- [Directions]: Each entry should be quoted word for word, including every mark of punctuation.

- [Records shown]:
────

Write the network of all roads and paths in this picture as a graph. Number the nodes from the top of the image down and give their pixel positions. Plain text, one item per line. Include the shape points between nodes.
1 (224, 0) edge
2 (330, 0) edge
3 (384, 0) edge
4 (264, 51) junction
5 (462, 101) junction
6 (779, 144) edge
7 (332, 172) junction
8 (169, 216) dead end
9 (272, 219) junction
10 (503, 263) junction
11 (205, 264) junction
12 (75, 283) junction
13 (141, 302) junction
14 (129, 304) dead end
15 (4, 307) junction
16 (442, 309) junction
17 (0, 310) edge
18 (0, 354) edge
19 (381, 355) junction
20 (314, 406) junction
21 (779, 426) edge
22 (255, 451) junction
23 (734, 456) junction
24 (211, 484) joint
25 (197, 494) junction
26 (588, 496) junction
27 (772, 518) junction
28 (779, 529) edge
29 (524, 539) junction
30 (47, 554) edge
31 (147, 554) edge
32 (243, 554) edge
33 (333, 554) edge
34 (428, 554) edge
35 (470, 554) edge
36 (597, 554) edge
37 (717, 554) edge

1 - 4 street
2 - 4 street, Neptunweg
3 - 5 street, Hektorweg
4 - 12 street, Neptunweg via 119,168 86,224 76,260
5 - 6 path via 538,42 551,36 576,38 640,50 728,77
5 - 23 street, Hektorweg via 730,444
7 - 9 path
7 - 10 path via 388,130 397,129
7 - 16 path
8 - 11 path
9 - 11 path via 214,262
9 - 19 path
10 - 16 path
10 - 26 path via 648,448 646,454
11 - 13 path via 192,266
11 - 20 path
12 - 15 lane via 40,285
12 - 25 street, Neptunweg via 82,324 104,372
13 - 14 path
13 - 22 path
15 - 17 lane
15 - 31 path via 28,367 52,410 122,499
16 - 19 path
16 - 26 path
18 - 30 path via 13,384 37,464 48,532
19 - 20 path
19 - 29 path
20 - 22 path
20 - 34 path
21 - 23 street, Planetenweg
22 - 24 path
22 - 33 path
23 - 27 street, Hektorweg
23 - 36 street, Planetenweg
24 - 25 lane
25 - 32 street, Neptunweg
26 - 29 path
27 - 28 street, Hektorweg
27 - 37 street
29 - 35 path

────

- [Reply]:
Write the network of all roads and paths in this picture as a graph. Number the nodes from the top of the image down and give their pixel positions. Plain text, one item per line. Include the shape points between nodes.
1 (224, 0) edge
2 (330, 0) edge
3 (384, 0) edge
4 (264, 51) junction
5 (462, 101) junction
6 (779, 144) edge
7 (332, 172) junction
8 (169, 216) dead end
9 (272, 219) junction
10 (503, 263) junction
11 (205, 264) junction
12 (75, 283) junction
13 (141, 302) junction
14 (129, 304) dead end
15 (4, 307) junction
16 (442, 309) junction
17 (0, 310) edge
18 (0, 354) edge
19 (381, 355) junction
20 (314, 406) junction
21 (779, 426) edge
22 (255, 451) junction
23 (734, 456) junction
24 (211, 484) joint
25 (197, 494) junction
26 (588, 496) junction
27 (772, 518) junction
28 (779, 529) edge
29 (524, 539) junction
30 (47, 554) edge
31 (147, 554) edge
32 (243, 554) edge
33 (333, 554) edge
34 (428, 554) edge
35 (470, 554) edge
36 (597, 554) edge
37 (717, 554) edge

1 - 4 street
2 - 4 street, Neptunweg
3 - 5 street, Hektorweg
4 - 12 street, Neptunweg via 119,168 86,224 76,260
5 - 6 path via 538,42 551,36 576,38 640,50 728,77
5 - 23 street, Hektorweg via 730,444
7 - 9 path
7 - 10 path via 388,130 397,129
7 - 16 path
8 - 11 path
9 - 11 path via 214,262
9 - 19 path
10 - 16 path
10 - 26 path via 648,448 646,454
11 - 13 path via 192,266
11 - 20 path
12 - 15 lane via 40,285
12 - 25 street, Neptunweg via 82,324 104,372
13 - 14 path
13 - 22 path
15 - 17 lane
15 - 31 path via 28,367 52,410 122,499
16 - 19 path
16 - 26 path
18 - 30 path via 13,384 37,464 48,532
19 - 20 path
19 - 29 path
20 - 22 path
20 - 34 path
21 - 23 street, Planetenweg
22 - 24 path
22 - 33 path
23 - 27 street, Hektorweg
23 - 36 street, Planetenweg
24 - 25 lane
25 - 32 street, Neptunweg
26 - 29 path
27 - 28 street, Hektorweg
27 - 37 street
29 - 35 path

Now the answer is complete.